Trotz meiner Verbitterung wünsche ich mir keine Maßnahmen, die als Racheakte interpretiert werden könnten. Die Verbrechen sind zwar unentschuldbar. Aber trotz des Leids und der Traumatisierung würde die Tötung derjenigen, die meine Eltern und Verwandten umbrachten, sie nicht zurückbringen. Die Regierung kann nicht Zigtausende hinrichten. Täte sie das, würde sie dieselbe Barbarei wie frühere Regime begehen, die einem Menschenleben jeden Wert entzogen.
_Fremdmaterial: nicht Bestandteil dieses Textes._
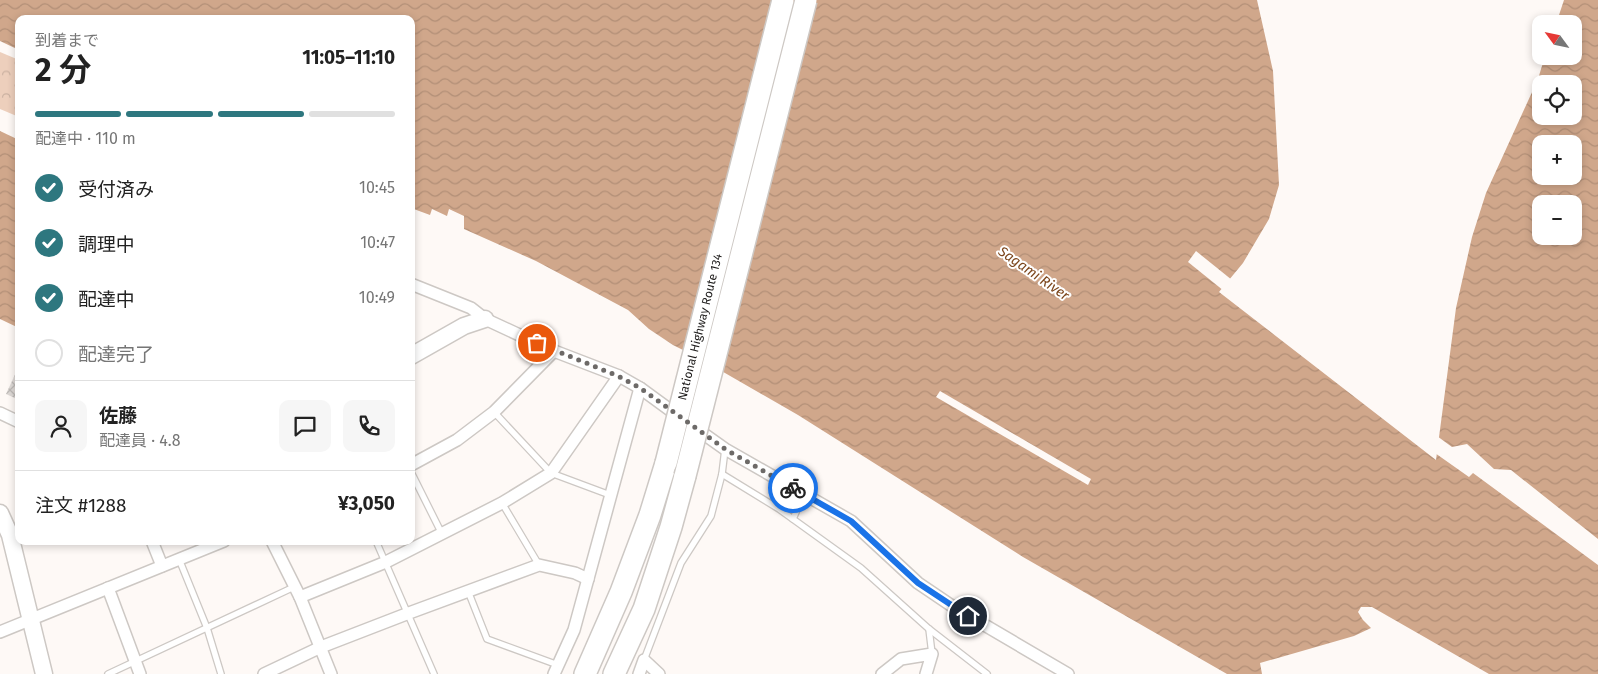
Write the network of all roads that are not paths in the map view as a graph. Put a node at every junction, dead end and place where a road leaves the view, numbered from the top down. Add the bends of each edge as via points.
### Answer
1 (783, 0) edge
2 (806, 0) edge
3 (415, 286) edge
4 (485, 319) junction
5 (554, 351) junction
6 (415, 354) edge
7 (618, 376) junction
8 (640, 388) junction
9 (494, 412) junction
10 (0, 413) edge
11 (15, 420) edge
12 (725, 449) junction
13 (415, 462) edge
14 (415, 471) edge
15 (552, 473) junction
16 (722, 474) junction
17 (804, 494) junction
18 (610, 495) junction
19 (502, 503) junction
20 (0, 513) edge
21 (793, 519) junction
22 (10, 534) edge
23 (442, 534) junction
24 (154, 545) edge
25 (214, 545) edge
26 (274, 545) edge
27 (378, 545) edge
28 (179, 559) junction
29 (386, 562) junction
30 (539, 565) junction
31 (162, 566) junction
32 (588, 579) junction
33 (108, 588) junction
34 (468, 591) junction
35 (297, 592) junction
36 (409, 612) junction
37 (32, 619) junction
38 (207, 628) junction
39 (929, 628) junction
40 (0, 632) edge
41 (321, 647) junction
42 (932, 654) junction
43 (644, 660) junction
44 (136, 662) junction
45 (556, 670) edge
46 (44, 674) edge
47 (108, 674) edge
48 (140, 674) edge
49 (221, 674) edge
50 (264, 674) edge
51 (332, 674) edge
52 (434, 674) edge
53 (584, 674) edge
54 (614, 674) edge
55 (639, 674) edge
56 (659, 674) edge
57 (882, 674) edge
58 (926, 674) edge
59 (987, 674) edge
60 (1068, 674) edge

1 - 53 highway, National Highway Route 134, bridge via 666,463 624,584
2 - 54 highway, National Highway Route 134, bridge via 671,527 644,609
3 - 4 street via 471,308
4 - 5 street
4 - 6 street via 464,326
5 - 7 street
5 - 9 street
7 - 8 street
7 - 15 street
8 - 12 street
8 - 18 street
9 - 13 street via 457,440
9 - 15 lane
10 - 11 street
12 - 16 lane
12 - 17 street
14 - 23 lane
15 - 18 lane
15 - 19 street
16 - 21 lane
16 - 43 lane via 712,516 681,563
17 - 21 lane
17 - 60 street via 851,521 918,583 945,602
18 - 32 street
19 - 23 street
19 - 30 lane
20 - 22 street
21 - 39 lane via 861,568
22 - 37 street
23 - 29 street
24 - 31 street
25 - 28 street
26 - 35 street
27 - 29 lane
28 - 31 street
28 - 38 lane
29 - 35 street
29 - 36 lane
30 - 32 street
30 - 34 street
31 - 33 street
32 - 45 street via 574,630
33 - 37 street
33 - 44 street
34 - 36 street
34 - 45 lane via 487,639
35 - 38 lane
35 - 41 street
36 - 41 street
36 - 52 lane
37 - 40 street
37 - 46 street
38 - 44 lane
38 - 49 lane
39 - 42 lane
39 - 59 lane
41 - 50 street
41 - 51 street
42 - 57 street via 901,659
42 - 58 street
43 - 55 street
43 - 56 street
44 - 47 lane
44 - 48 street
Ruanda hat mit der Abschaffung der Todesstrafe ein wesentliches Hindernis für die Auslieferung mutmaßlicher Völkermörder wie etwa von Leo Mugesera in Kanada beseitigt. Er gehörte zum „Akazu“, der Gruppe der Verwandten und Vertrauten des damaligen Hutu-Präsidenten Juvénal Habyarimana. Mugesera hielt eine Rede vor 1.000 Hutu-Parteimitgliedern, in der er sie aufforderte, Tutsi zu töten und sie dorthin zu schicken, wo sie herkamen (nach Abessinien) – über eine Abkürzung, also sie einfach in den Nyabarongo zu werfen, einen Zufluss des Nil. Hunderte Tutsi wurden in seiner Heimatregion im Nordwesten Ruandas und in anderen Regionen massakriert.
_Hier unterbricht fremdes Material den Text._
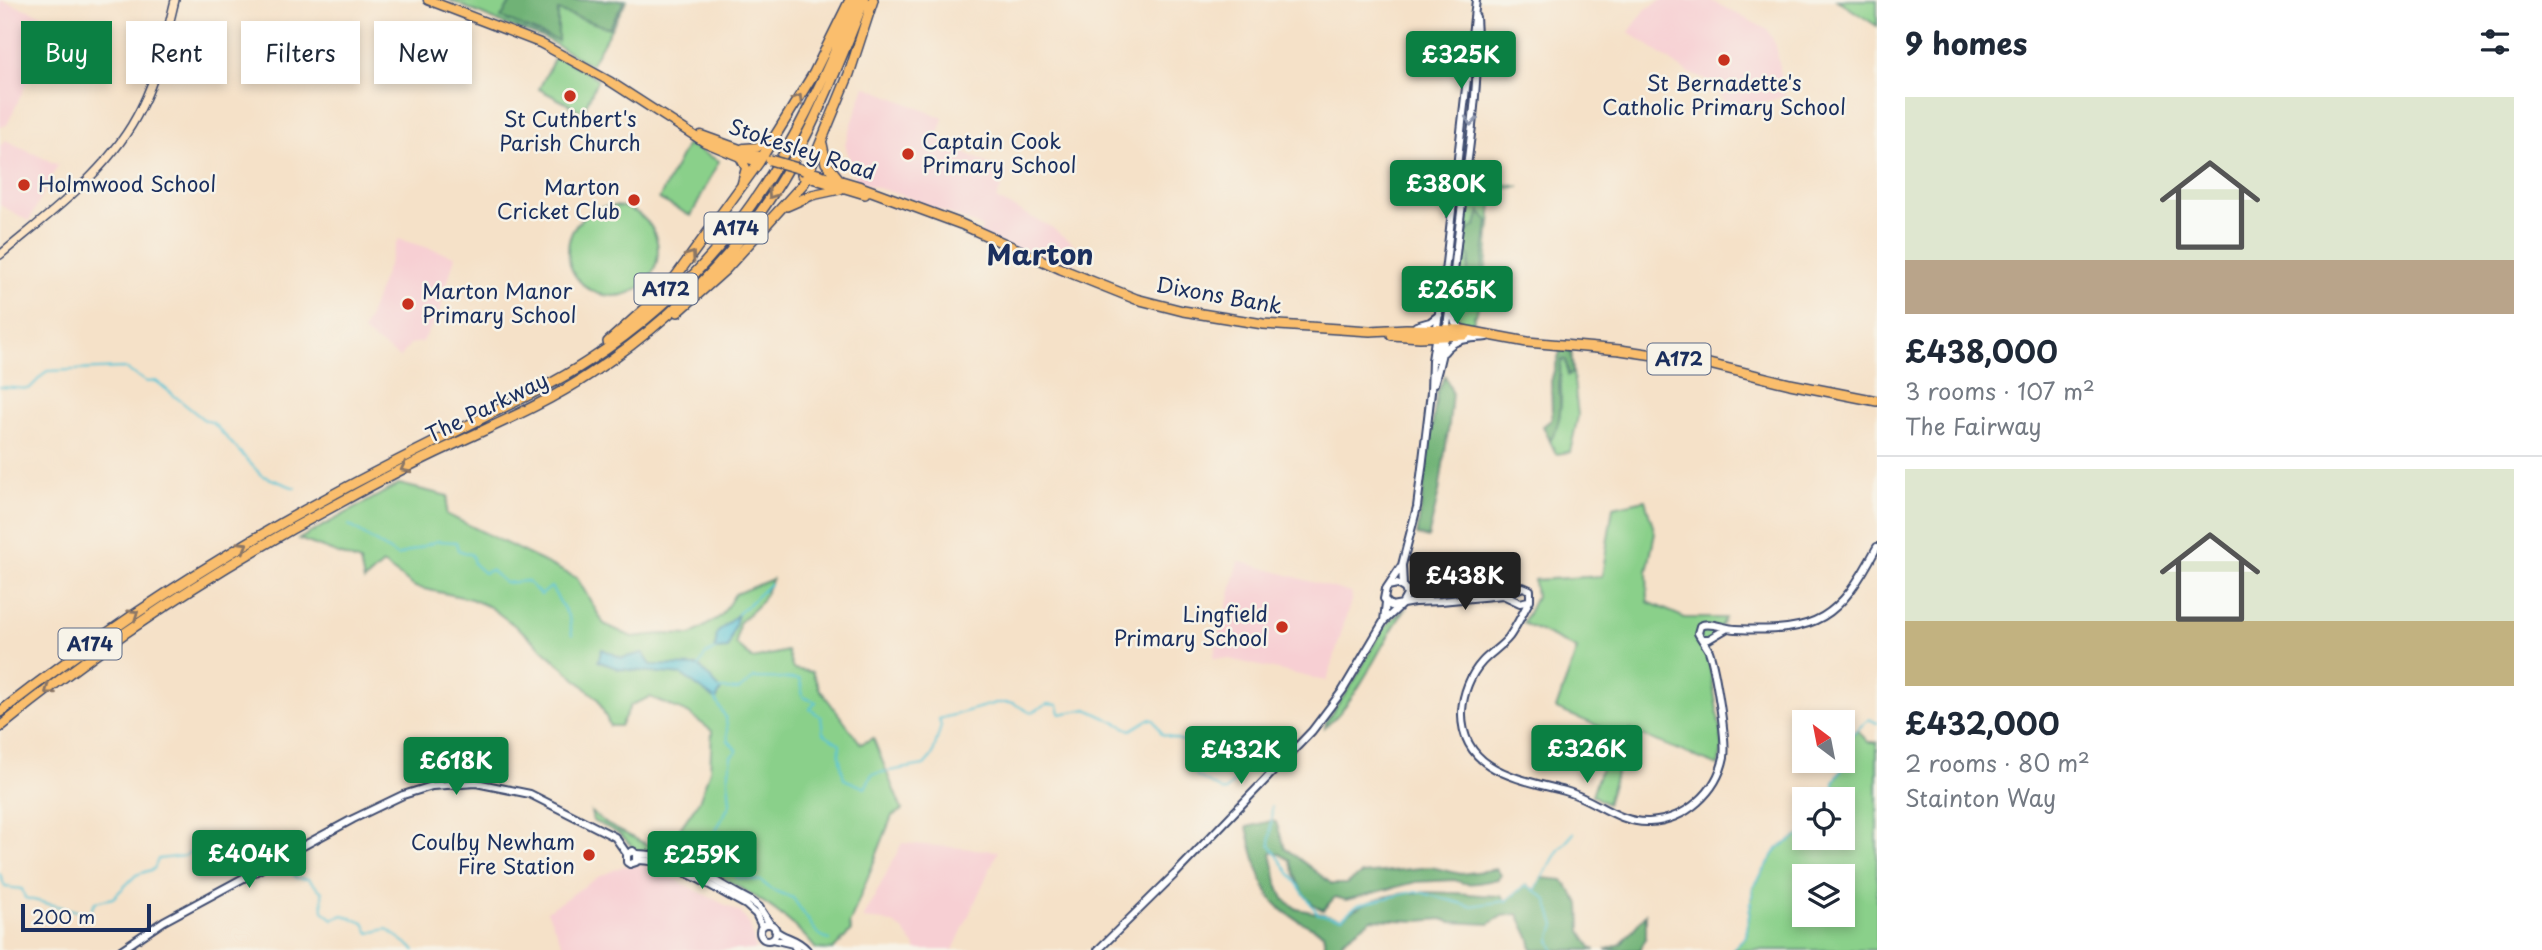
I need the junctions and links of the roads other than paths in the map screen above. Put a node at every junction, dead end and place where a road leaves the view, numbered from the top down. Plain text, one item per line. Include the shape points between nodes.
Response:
1 (175, 0) edge
2 (428, 0) edge
3 (850, 0) edge
4 (856, 0) edge
5 (864, 0) edge
6 (873, 0) edge
7 (1476, 2) edge
8 (688, 131) junction
9 (774, 137) junction
10 (822, 143) junction
11 (734, 148) junction
12 (740, 157) junction
13 (765, 161) junction
14 (805, 173) junction
15 (843, 184) junction
16 (741, 186) junction
17 (783, 207) junction
18 (0, 255) edge
19 (1450, 304) junction
20 (1438, 315) junction
21 (1406, 329) junction
22 (1463, 330) junction
23 (1378, 332) junction
24 (1441, 332) junction
25 (1420, 337) junction
26 (1491, 337) junction
27 (1442, 354) junction
28 (1432, 363) junction
29 (596, 370) junction
30 (537, 390) junction
31 (1432, 392) junction
32 (1877, 401) edge
33 (1877, 547) edge
34 (1402, 565) junction
35 (1388, 586) junction
36 (1404, 588) junction
37 (1516, 590) junction
38 (1503, 594) junction
39 (1530, 600) junction
40 (1428, 601) junction
41 (1517, 601) junction
42 (1386, 602) junction
43 (1401, 605) junction
44 (1520, 614) junction
45 (1384, 621) junction
46 (1711, 625) junction
47 (1726, 629) junction
48 (1712, 637) junction
49 (1702, 639) junction
50 (1709, 653) junction
51 (0, 712) edge
52 (0, 727) edge
53 (627, 854) junction
54 (637, 857) junction
55 (769, 927) junction
56 (772, 939) junction
57 (121, 950) edge
58 (797, 950) edge
59 (807, 950) edge
60 (1098, 950) edge

1 - 18 main road via 158,68 122,141 87,181
2 - 8 main road, Stokesley Road / A172 via 556,51
9 -> 3 highway
4 - 30 highway, The Parkway / A174 via 794,140 718,249 680,289 625,335
5 -> 29 highway, The Parkway / A174 via 815,120 752,223 679,304
6 - 10 highway
7 -> 19 street via 1475,85
7 - 20 street
8 - 11 main road, Stokesley Road / A172
8 - 12 main road, Stokesley Road / A172
9 - 11 main road via 758,147
9 - 13 highway
10 - 14 highway
10 - 15 highway via 826,163
11 - 13 main road, Stokesley Road / A172
12 - 13 main road, Stokesley Road / A172
12 - 16 main road via 746,168
13 - 14 highway, Stokesley Road / A172, bridge
13 - 16 highway, A172
14 - 15 highway, A172
14 - 17 highway, A174
15 - 17 highway, A174
15 - 23 highway, Dixons Bank / A172 via 961,224 1136,299 1240,321
30 -> 16 highway, A172 via 593,353 649,306
17 - 29 highway, A174 via 695,298 622,356
19 - 22 street via 1455,323
19 - 24 street
20 - 21 street, A172
20 - 24 street
21 - 23 highway, Dixons Bank / A172
21 - 24 highway, Dixons Bank / A172
22 - 24 highway, Dixons Bank / A172
22 - 26 highway, Dixons Bank / A172
23 - 25 highway, Dixons Bank / A172
24 - 25 highway, Dixons Bank / A172
24 - 26 highway, Dixons Bank / A172
24 - 27 street
24 - 28 street
25 - 28 street via 1427,343
26 - 27 street via 1459,340
26 - 32 highway, Dixons Bank / A172 via 1701,362
27 - 31 street
28 - 31 street
29 -> 52 highway, The Parkway / A174 via 539,404 416,462 276,537 137,627
51 -> 30 highway, The Parkway / A174 via 135,613 219,560 365,477
31 - 34 street via 1417,508
33 - 47 street via 1858,582 1834,609 1803,626 1767,631
34 - 35 street
34 - 36 street
35 - 36 street
35 - 42 street
36 - 40 street
36 - 43 street via 1407,596
37 - 38 street
37 - 39 street via 1528,588
37 - 41 street
38 - 40 street
38 - 41 street
39 - 41 street
39 - 44 street
40 - 43 street
41 - 44 street
42 - 43 street
42 - 45 street
43 - 45 street
44 - 50 street via 1508,637 1481,662 1469,682 1462,711 1472,748 1503,774 1569,792 1635,821 1662,820 1685,812 1718,775 1726,742
45 - 60 street via 1312,731
46 - 47 street
46 - 48 street
46 - 49 street via 1698,628
47 - 48 street
48 - 49 street
48 - 50 street
49 - 50 street
53 - 54 street via 630,851
53 - 54 street via 628,863 633,864
53 - 57 street via 615,837 530,794 476,783 432,786 404,794 276,860
54 - 55 street via 650,853 671,859 751,901
55 - 56 street
55 - 56 street via 760,933 762,938
55 - 59 street via 796,939
56 - 58 street via 793,944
Einige der meistgesuchten „genocidaires“ (für den Völkermord Verantwortliche; Anm.) verstecken sich in westlichen Ländern, darunter Großbritannien und die USA. Der Schritt der Regierung wird diesen Ländern Gewissheit geben, dass die genocidaires im Fall ihrer Auslieferung nach Ruanda nicht getötet werden. Ich bin mir dessen bewusst, dass nicht alle Überlebenden des Völkermords die Entscheidung begrüßt haben. Es braucht Mut, in die Zukunft zu blicken und dieses gewaltige Leid hinter sich zu lassen, das die jüngste Geschichte über uns gebracht hat.
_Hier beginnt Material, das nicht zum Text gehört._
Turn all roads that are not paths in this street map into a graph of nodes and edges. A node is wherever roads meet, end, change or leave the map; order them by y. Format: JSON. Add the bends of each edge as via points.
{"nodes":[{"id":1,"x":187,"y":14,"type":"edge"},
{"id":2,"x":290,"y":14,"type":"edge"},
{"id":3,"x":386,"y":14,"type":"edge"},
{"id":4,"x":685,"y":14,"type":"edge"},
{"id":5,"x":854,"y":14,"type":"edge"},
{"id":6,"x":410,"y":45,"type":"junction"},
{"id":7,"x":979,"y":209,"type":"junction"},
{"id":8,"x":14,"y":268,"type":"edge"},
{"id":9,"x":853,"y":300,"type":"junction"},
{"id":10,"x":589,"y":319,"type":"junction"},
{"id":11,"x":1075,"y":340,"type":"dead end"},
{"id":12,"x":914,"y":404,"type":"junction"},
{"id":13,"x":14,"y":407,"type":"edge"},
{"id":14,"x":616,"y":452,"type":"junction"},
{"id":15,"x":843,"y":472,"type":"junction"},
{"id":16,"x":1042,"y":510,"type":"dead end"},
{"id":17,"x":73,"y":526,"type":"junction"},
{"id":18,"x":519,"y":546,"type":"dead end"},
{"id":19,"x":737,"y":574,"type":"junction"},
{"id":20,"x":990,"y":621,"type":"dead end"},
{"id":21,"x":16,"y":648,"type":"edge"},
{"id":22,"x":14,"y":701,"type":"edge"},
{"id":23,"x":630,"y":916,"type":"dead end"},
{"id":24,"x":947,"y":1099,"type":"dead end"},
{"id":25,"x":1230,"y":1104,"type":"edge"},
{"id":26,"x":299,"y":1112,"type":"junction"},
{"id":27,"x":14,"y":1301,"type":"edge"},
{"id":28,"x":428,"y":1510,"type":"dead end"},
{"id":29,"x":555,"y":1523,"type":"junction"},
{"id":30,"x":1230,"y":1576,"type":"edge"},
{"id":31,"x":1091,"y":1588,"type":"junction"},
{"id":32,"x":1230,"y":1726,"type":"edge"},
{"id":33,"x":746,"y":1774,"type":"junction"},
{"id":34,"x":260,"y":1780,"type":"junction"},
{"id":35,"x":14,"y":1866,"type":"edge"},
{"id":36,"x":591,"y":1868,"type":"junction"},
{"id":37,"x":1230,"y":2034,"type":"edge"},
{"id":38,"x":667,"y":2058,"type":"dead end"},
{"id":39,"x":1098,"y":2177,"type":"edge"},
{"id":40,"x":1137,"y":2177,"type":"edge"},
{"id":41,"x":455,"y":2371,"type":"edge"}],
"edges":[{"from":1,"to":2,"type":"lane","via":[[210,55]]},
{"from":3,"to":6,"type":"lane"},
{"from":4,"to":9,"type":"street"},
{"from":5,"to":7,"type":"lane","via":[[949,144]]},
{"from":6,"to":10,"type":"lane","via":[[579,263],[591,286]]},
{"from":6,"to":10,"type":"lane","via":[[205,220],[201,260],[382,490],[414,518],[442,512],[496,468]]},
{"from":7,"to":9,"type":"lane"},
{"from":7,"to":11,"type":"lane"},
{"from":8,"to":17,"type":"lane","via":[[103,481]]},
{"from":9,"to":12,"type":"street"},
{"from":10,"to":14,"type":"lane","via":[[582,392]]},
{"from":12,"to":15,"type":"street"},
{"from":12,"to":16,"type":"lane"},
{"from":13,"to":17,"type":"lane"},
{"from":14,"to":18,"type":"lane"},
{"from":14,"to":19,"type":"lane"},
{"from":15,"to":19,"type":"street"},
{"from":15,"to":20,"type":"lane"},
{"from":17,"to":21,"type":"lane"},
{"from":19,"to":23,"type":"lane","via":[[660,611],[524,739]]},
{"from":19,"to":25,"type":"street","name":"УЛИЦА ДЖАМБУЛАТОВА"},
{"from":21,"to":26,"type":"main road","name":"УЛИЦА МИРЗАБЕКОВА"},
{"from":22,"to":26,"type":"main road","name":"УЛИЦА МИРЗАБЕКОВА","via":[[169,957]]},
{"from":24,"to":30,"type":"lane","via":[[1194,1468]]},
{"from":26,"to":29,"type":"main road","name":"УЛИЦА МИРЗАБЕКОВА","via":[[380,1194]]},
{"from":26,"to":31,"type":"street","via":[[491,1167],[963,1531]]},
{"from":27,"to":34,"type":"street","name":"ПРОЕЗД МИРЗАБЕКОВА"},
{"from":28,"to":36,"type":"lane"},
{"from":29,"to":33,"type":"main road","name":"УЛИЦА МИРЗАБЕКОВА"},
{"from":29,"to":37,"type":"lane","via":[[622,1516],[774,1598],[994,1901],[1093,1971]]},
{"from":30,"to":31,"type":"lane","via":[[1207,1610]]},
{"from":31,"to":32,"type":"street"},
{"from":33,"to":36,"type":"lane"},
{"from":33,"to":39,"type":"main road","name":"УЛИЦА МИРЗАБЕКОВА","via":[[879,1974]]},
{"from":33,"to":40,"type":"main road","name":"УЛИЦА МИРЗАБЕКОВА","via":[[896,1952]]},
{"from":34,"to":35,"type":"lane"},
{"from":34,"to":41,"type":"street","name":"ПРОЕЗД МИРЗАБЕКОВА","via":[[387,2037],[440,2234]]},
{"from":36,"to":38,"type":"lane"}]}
Aber wir RuanderInnen, sowohl Opfer als auch Täter, können dadurch viel gewinnen. Louise Arbour, die UN-Hochkommissarin für Menschenrechte, bezeichnete die Entscheidung Ruandas als „energische Bekräftigung der Wichtigkeit, der Gerechtigkeit zum Durchbruch zu verhelfen und dabei Gewalt in jeder Form abzulehnen“. Die Abschaffung der Todesstrafe sollte auch dazu beitragen, die nationale Versöhnung abzusichern, und einen Standard vorgeben, dem andere afrikanische Länder nacheifern können.
Jean Baptiste Kayigamba ist Journalist und lebt heute in Großbritannien.